EEG identifies seizures in hospital patients, study finds
Electroencephalogram (EEG), which measures and records electrical activity in the brain, is a quick and efficient way of determining whether seizures are the cause of altered mental status (AMS) and spells, according to a study by scientists at the University of California, San Francisco.
The research, which focused on patients who had been given an EEG after being admitted to the hospital for symptoms such as AMS and spells, appears on March 27 in Mayo Clinic Proceedings.
"We have demonstrated a surprisingly high frequency of seizures – more than 7 percent – in a general inpatient population," said senior investigator John Betjemann, MD, a UCSF assistant professor of neurology. "This tells us that EEG is an underutilized diagnostic tool, and that seizures may be an underappreciated cause of spells and AMS."
The results are important, he said, because EEG can identify treatable causes of AMS or spells, and because "it can prompt the physician to look for an underlying reason for seizures in persons who did previously have them."
Seizures are treatable with a number of FDA-approved anticonvulsants, he said, "so patients who are quickly diagnosed can be treated more rapidly and effectively. This may translate to shorter lengths of stay and improved patient outcomes."
In one of the first studies of its kind, Betjemann and his team analyzed the medical records of 1,048 adults who were admitted to a regular inpatient unit of a tertiary care hospital and who underwent an EEG. They found that 7.4 percent of the patients had a seizure of some kind while being monitored.
"As I tell my patients, seizures come in all different flavors, from a dramatic convulsion to a subtle twitching of the face or hand or finger," said Betjemann. "There might be no outward manifestation at all, other than that the person seems a little spacey. It's easily missed by family members and physicians alike, but can be picked up by EEG."
Another 13.4 percent of patients had epileptiform discharges, which are abnormal patterns that indicate patients are at an increased risk of seizures.
Almost 65 percent of patients had their first seizure within one hour of EEG recording, and 89 percent within six hours.
"This is good news for smaller hospitals that don't have 24 hour EEG coverage, but that do have a technician on duty during the day," Betjemann said.
He speculated that lack of 24-hour coverage is a major reason that EEG is not used as an inpatient diagnostic tool as often as it might be. "This paper shows that, fortunately, it's not necessary. Almost two thirds of patients with seizures can be identified in the first hour, and almost 90 percent in the course of a shift."
EEGs are easy to obtain, painless and noninvasive, said Betjemann. "The technician applies some paste and electrodes and hooks up the machine. All the patient has to do is rest in bed."

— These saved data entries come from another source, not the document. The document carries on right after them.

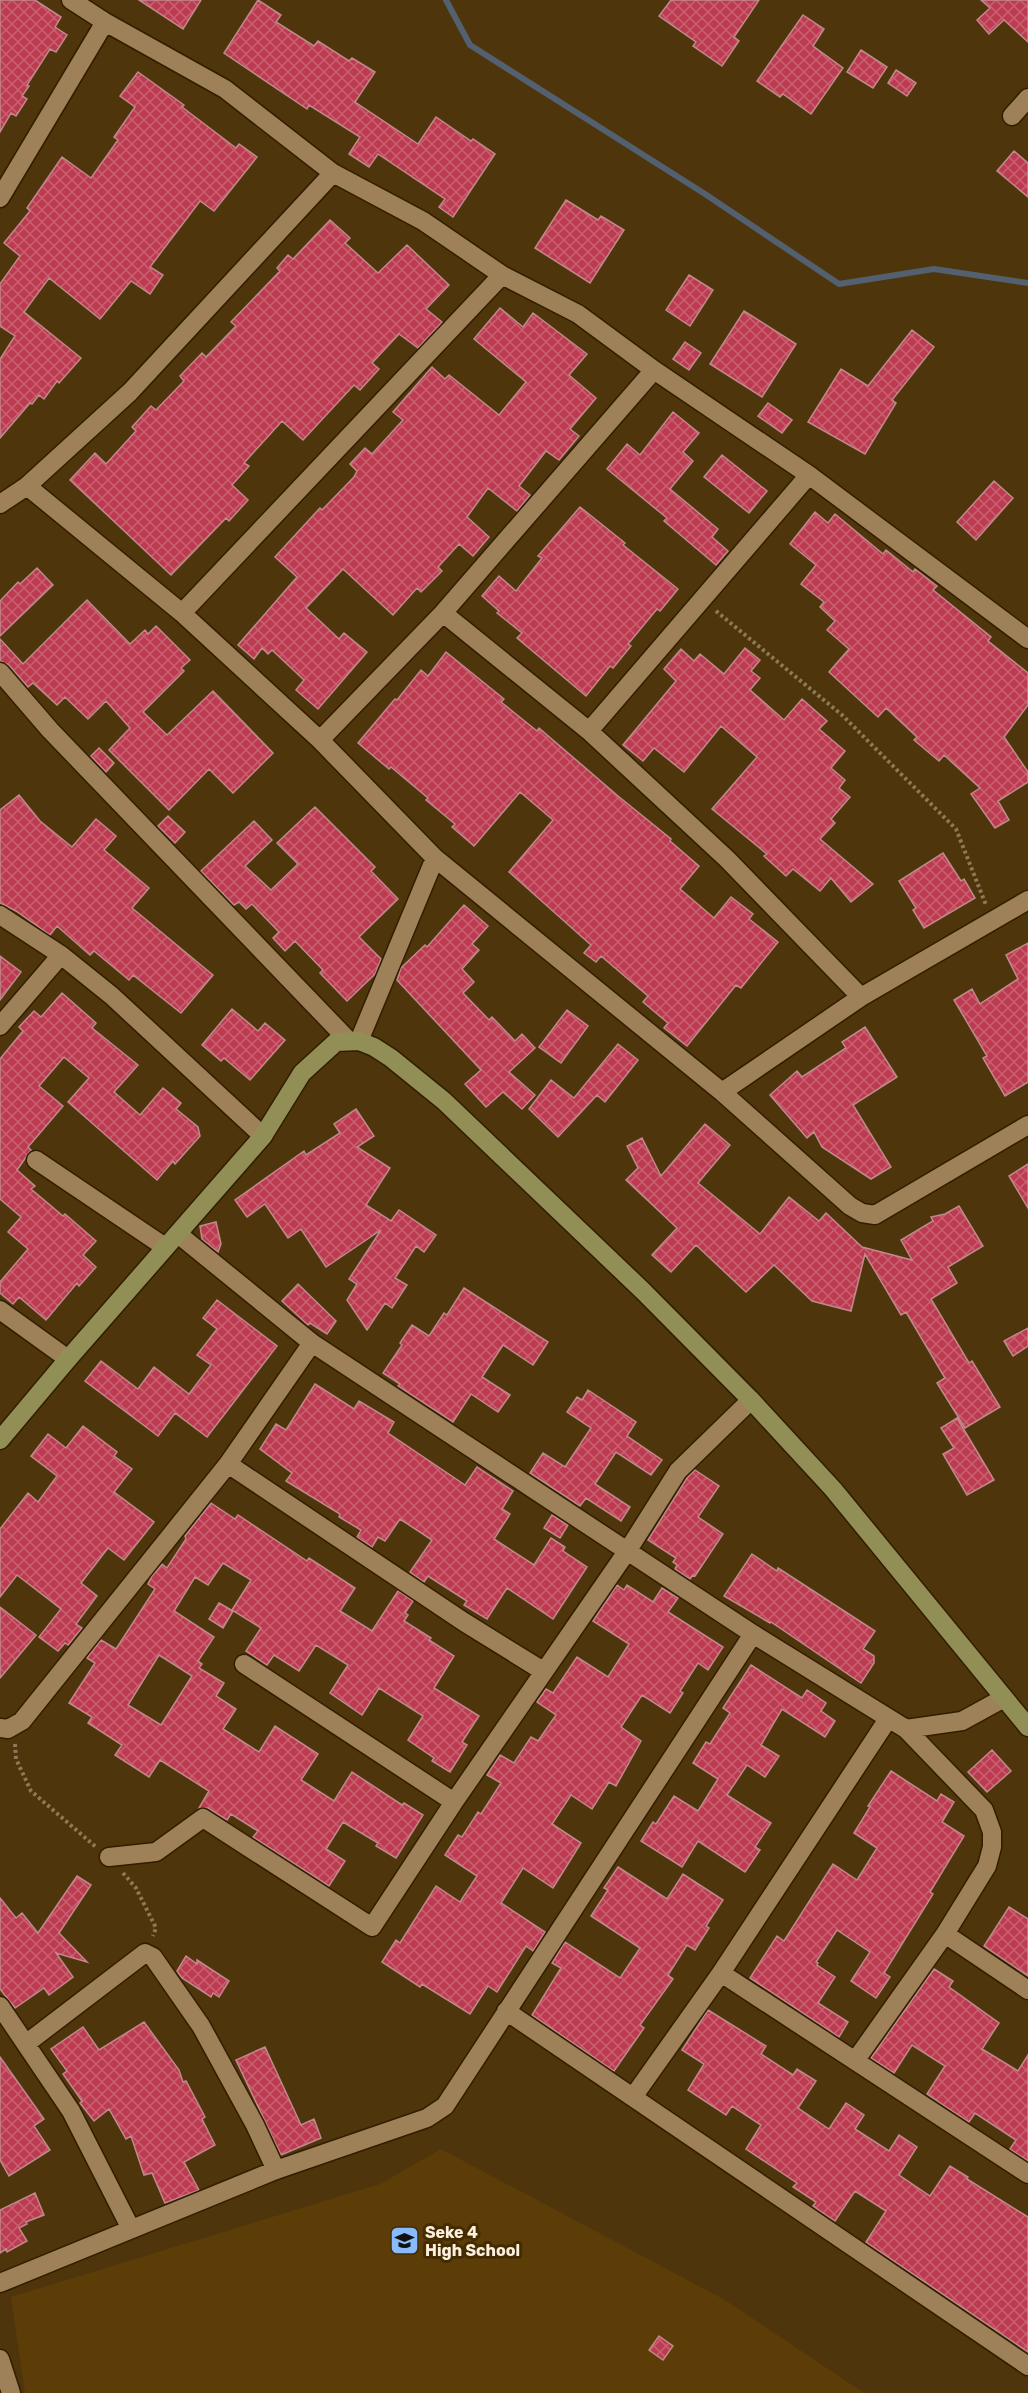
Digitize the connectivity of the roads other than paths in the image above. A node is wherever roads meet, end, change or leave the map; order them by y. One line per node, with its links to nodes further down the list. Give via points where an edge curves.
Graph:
1 (71, 0): 2 (street)
2 (105, 22): 5 (street, via 225,89); 6 (street)
3 (1028, 98): 4 (street)
4 (1012, 116)
5 (333, 173): 7 (street, via 423,221); 10 (street, via 130,392)
6 (0, 198)
7 (502, 275): 8 (street, via 578,314); 12 (street)
8 (654, 370): 9 (street); 13 (street)
9 (809, 475): 14 (street); 16 (street)
10 (27, 486): 11 (street); 12 (street)
11 (0, 504)
12 (182, 613): 17 (street)
13 (443, 613): 16 (street); 17 (street)
14 (1028, 639)
15 (0, 672): 24 (street, via 50,730)
16 (589, 731): 22 (street, via 727,859)
17 (320, 740): 18 (street)
18 (435, 858): 24 (street); 25 (street)
19 (1028, 900): 22 (street)
20 (0, 915): 21 (street)
21 (61, 955): 23 (street); 27 (street, via 112,996)
22 (861, 997): 25 (street)
23 (0, 1026)
24 (353, 1041): 27 (street, via 336,1042 302,1073); 34 (street, via 392,1058 444,1101)
25 (722, 1092): 26 (street, via 850,1206 875,1215)
26 (1028, 1125)
27 (263, 1136): 29 (street)
28 (36, 1160): 30 (street)
29 (178, 1234): 30 (street); 32 (street)
30 (165, 1247): 33 (street)
31 (0, 1310): 33 (street)
32 (312, 1343): 36 (street); 37 (street)
33 (68, 1359): 35 (street)
34 (751, 1400): 37 (street, via 678,1470); 41 (street, via 832,1489)
35 (0, 1440)
36 (228, 1464): 40 (street); 43 (street, via 22,1721)
37 (628, 1550): 38 (street); 40 (street)
38 (753, 1634): 42 (street); 52 (street)
39 (244, 1664): 46 (street)
40 (543, 1671): 46 (street)
41 (1004, 1698): 44 (street); 45 (street, via 962,1721)
42 (888, 1719): 45 (street); 49 (street)
43 (7, 1727)
44 (1028, 1727)
45 (906, 1729): 48 (street, via 984,1810 992,1832 987,1866)
46 (454, 1802): 47 (street, via 372,1927 203,1818 156,1852)
47 (109, 1857)
48 (945, 1934): 50 (street); 54 (street)
49 (721, 1973): 54 (street); 55 (street)
50 (1028, 1990)
51 (0, 2006): 53 (street)
52 (506, 2011): 55 (street); 56 (street, via 437,2113)
53 (27, 2043): 56 (street, via 145,1953 153,1957 201,2026); 58 (street, via 71,2111)
54 (855, 2061): 57 (street)
55 (633, 2097): 61 (street)
56 (276, 2170): 58 (street)
57 (1028, 2174)
58 (131, 2229): 59 (street)
59 (0, 2283)
60 (0, 2359): 62 (street)
61 (1028, 2366)
62 (11, 2393)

Betjemann said that the next logical research step would be a prospective study. "We have to start at the beginning, see if patients are altered when they are admitted, and do an EEG in a formal standardized setting. Then we'd want to see how often EEG is changing the management of patients – either starting or stopping medications," he said. "A patient may be having spells, and an EEG might tell you this is not a seizure, and that it's important not to treat it with anti-epileptic medications."